Skandal DD Kampung Bogor Ketua TPK Akui Pakai Uang Pribadi,Juga Sewa Lahan Milik Kades Terbongkar

KEPAHIANG, BENGKULU.Tribun tipikor. Com Rabu, 12/8/2026

Tabir Dugaan korupsi Dana Desa (DD) Tahun Anggaran 2025 di Desa Kampung Bogor, Kecamatan Kepahiang, Kabupaten Kepahiang, Provinsi Bengkulu, kian terkoyak lebar.

Tim insfektur pembantu irban 1 Inspektorat Kabupaten Kepahiang dilaporkan langsung turun ke lapangan pada (Rabu 12 / 08 / 2026) sekita pukul 10 : 00 wib”guna mengaudit total kerugian negara menyusul sederet laporan warga dibeberapa waktu lalu.

Pengakuan mencengangkan dari Ketua Tim Pelaksana Kegiatan (TPK), Andi, saat diwawancarai awak media di Balai Desa Kampung Bogor”Dalam wawancara tersebut, Andi secara blak-blakan mengakui adanya carut-marut pengelolaan dana yang dimonopoli oleh Kepala Desa Kampung Bogor, Subandi, beserta keluarga intinya, hingga memaksa dirinya menutupi kerugian menggunakan uang pribadi.

Ketua TPK Ganti Kerugian Kambing sebesar Rp26 Juta Pakai Uang Pribadi”Aroma penyimpangan paling tajam bersumber dari program ketahanan pangan hewani tahun 2025 berupa pengadaan 27 ekor kambing dengan total anggaran mencapai Rp67 juta.

Andi membuat pengakuan mengejutkan bahwa dirinya terpaksa mengeluarkan dana pribadi sebesar Rp26 juta untuk mengembalikan atau mengganti rugi anggaran kambing-kambing yang telah mati”Langkah sepihak ini memicu pertanyaan besar bagi publik”andi berdalih tindakan itu dilakukan karena kematian puluhan kambing tersebut tidak sempat didokumentasikan sebagai bukti laporan formal”

Lebih ironis lagi, Andi mengakui tidak ada bukti tertulis dari dokter hewan yang menyatakan penyebab kematian puluhan kambing itu’
Dokter hewan memang sempat mengunjungi kandang dan mengetahui kematian kambing-kambing tersebut, tetapi pembuktiannya hanya secara lisan saja, tidak ada yang tertulis,”ujar Andi di hadapan awak media.

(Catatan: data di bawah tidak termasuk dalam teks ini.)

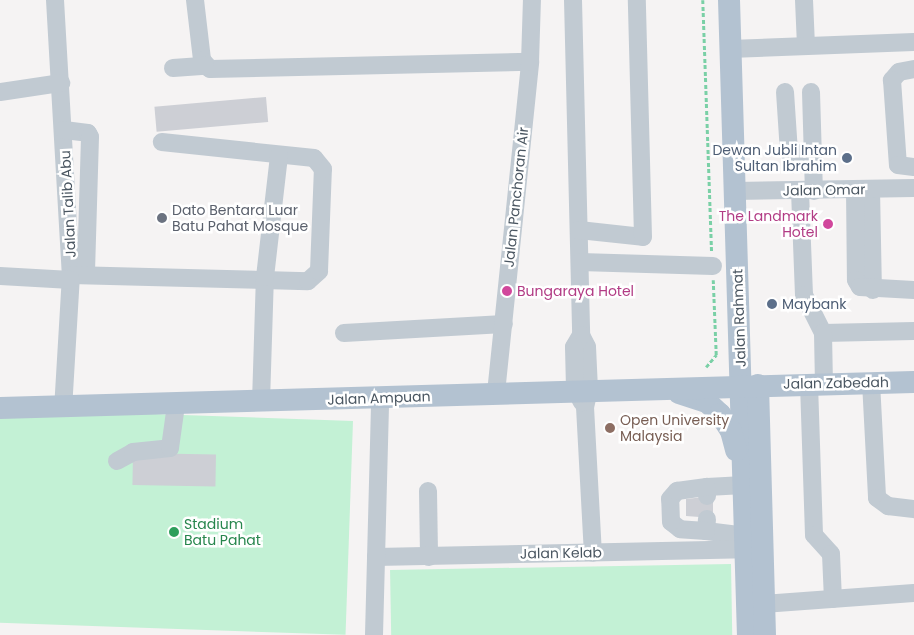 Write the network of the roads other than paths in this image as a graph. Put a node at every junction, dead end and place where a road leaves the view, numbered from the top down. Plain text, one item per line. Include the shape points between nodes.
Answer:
1 (55, 0) edge
2 (195, 0) edge
3 (532, 0) edge
4 (573, 0) edge
5 (637, 0) edge
6 (729, 0) edge
7 (804, 0) edge
8 (914, 42) edge
9 (806, 46) junction
10 (730, 49) junction
11 (530, 62) junction
12 (205, 66) junction
13 (173, 68) dead end
14 (914, 70) edge
15 (61, 83) junction
16 (0, 92) edge
17 (785, 92) dead end
18 (811, 92) dead end
19 (64, 130) junction
20 (162, 142) dead end
21 (813, 154) junction
22 (278, 156) junction
23 (914, 167) edge
24 (914, 188) edge
25 (863, 190) junction
26 (735, 191) junction
27 (807, 191) junction
28 (579, 230) junction
29 (580, 262) junction
30 (713, 266) road end
31 (0, 276) edge
32 (76, 276) junction
33 (265, 277) junction
34 (914, 290) edge
35 (504, 324) junction
36 (914, 331) edge
37 (344, 333) dead end
38 (822, 333) junction
39 (871, 382) junction
40 (914, 382) edge
41 (816, 384) junction
42 (750, 386) junction
43 (665, 389) junction
44 (496, 393) junction
45 (583, 395) junction
46 (380, 398) junction
47 (261, 402) junction
48 (176, 405) junction
49 (0, 408) edge
50 (63, 408) junction
51 (117, 461) dead end
52 (744, 486) junction
53 (428, 490) dead end
54 (914, 509) edge
55 (735, 542) junction
56 (593, 553) junction
57 (376, 556) junction
58 (429, 557) junction
59 (914, 593) edge
60 (833, 599) junction
61 (763, 604) junction
62 (374, 635) edge
63 (748, 635) edge
64 (764, 635) edge

1 - 15 street, Jalan Talib Abu
2 - 12 street
3 - 11 street, Jalan Panchoran Air
4 - 28 street
5 - 28 street via 643,237
6 - 10 main road, Jalan Rahmat
7 - 9 street
8 - 9 street
9 - 10 street
10 - 26 main road, Jalan Rahmat
11 - 12 street via 210,70
11 - 35 street, Jalan Panchoran Air
12 - 13 street
14 - 23 street via 899,72 892,80 898,165
15 - 16 street
15 - 19 street, Jalan Talib Abu
17 - 21 street via 789,153
18 - 21 street
19 - 32 street, Jalan Talib Abu
19 - 32 street via 88,133 90,138
20 - 22 street
21 - 27 street
22 - 33 street
22 - 33 street via 314,158 323,169 319,271 308,281
24 - 25 street, Jalan Omar
25 - 27 street, Jalan Omar
25 - 34 street via 856,280 860,288
26 - 27 street, Jalan Omar
26 - 42 main road, Jalan Rahmat
27 - 38 street via 804,295
28 - 29 street
29 - 30 street
29 - 45 street via 581,335 574,347
31 - 32 street
32 - 33 street
32 - 50 street, Jalan Talib Abu
33 - 47 street
35 - 37 street
35 - 44 street, Jalan Panchoran Air
36 - 38 street
38 - 41 street
39 - 40 main road, Jalan Zabedah
39 - 41 main road, Jalan Zabedah
39 - 54 street via 877,498 888,506
41 - 42 main road, Jalan Zabedah
41 - 60 street via 814,535 831,554
42 - 43 main road, Jalan Ampuan
42 - 52 main road, Jalan Rahmat
42 - 61 main road, Jalan Rahmat
43 - 45 main road, Jalan Ampuan
43 - 52 main road via 708,402 720,414 731,431
44 - 45 main road, Jalan Ampuan
44 - 46 main road, Jalan Ampuan
45 - 56 street
46 - 47 main road, Jalan Ampuan
46 - 57 street
47 - 48 main road, Jalan Ampuan
48 - 50 main road, Jalan Ampuan
48 - 51 street via 170,448 133,452
49 - 50 main road, Jalan Ampuan
52 - 55 main road, Jalan Rahmat
52 - 55 street via 672,494 669,516 680,529 707,525
53 - 58 street
55 - 56 street, Jalan Kelab
55 - 63 main road, Jalan Rahmat
56 - 58 street, Jalan Kelab
57 - 58 street, Jalan Kelab
57 - 62 street
59 - 60 street
60 - 61 street
61 - 64 main road, Jalan Rahmat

Teka-teki ke mana mengalirnya anggaran Rp67 juta tersebut akhirnya terjawab”Andi mengakui bahwa selaku Ketua TPK, dirinya tidak memegang penuh anggaran tersebut karena dikuasai oleh internal keluarga Kades.

Anggaran pembuatan Kandang Dikuasai dan dikelola langsung oleh Kades Subandi”
Sedangkan Anggaran Pembelian ternak Kambing”Seluruh dana diserahkan kepada Oki, yang merupakan anak kandung Kades Subandi”Dalam Surat Pertanggungjawaban (SPJ), harga per ekor kambing dipatok sebesar Rp2.500.000.

Andi membenarkan bahwa uang itu diserahkan penuh kepada Oki hanya karena statusnya sebagai anak kepala desa” Adapun pemeliharaan di lapangan diserahkan kepada seseorang bernama Jimmy, yang dalam perjalanannya diakui lalai dalam mengurus ternak hingga menyebabkan kambing-kambing tersebut sakit-sakitan lalu mati massal.

Penyimpangan anggaran tidak berhenti di sektor peternakan,Dari total pagu ketahanan pangan sebesar Rp180 juta, TPK Andi menjelaskan bahwa sebagian dana dialokasikan untuk program pangan nabati berupa budidaya jagung dengan estimasi anggaran Rp20 juta hingga Rp30 juta”
Dari anggaran jagung tersebut, terbongkar adanya aliran dana segar yang masuk kembali ke kantong pribadi Kades Subandi berkedok sewa tanah” Andi membenarkan adanya biaya sewa lahan sebesar Rp10 juta untuk jangka waktu 2 tahun”Pengakuan krusialnya, lahan yang disewa menggunakan uang negara tersebut ternyata adalah tanah milik pribadi Kepala Desa Subandi sendiri.

Seluruh pengakuan dari mulut Ketua TPK ini kini menjadi materi pemeriksaan prioritas bagi tim auditor Inspektorat Kepahiang untuk menjerat para aktor yang terlibat dalam pusaran korupsi berjamaah di Desa Kampung Bogor.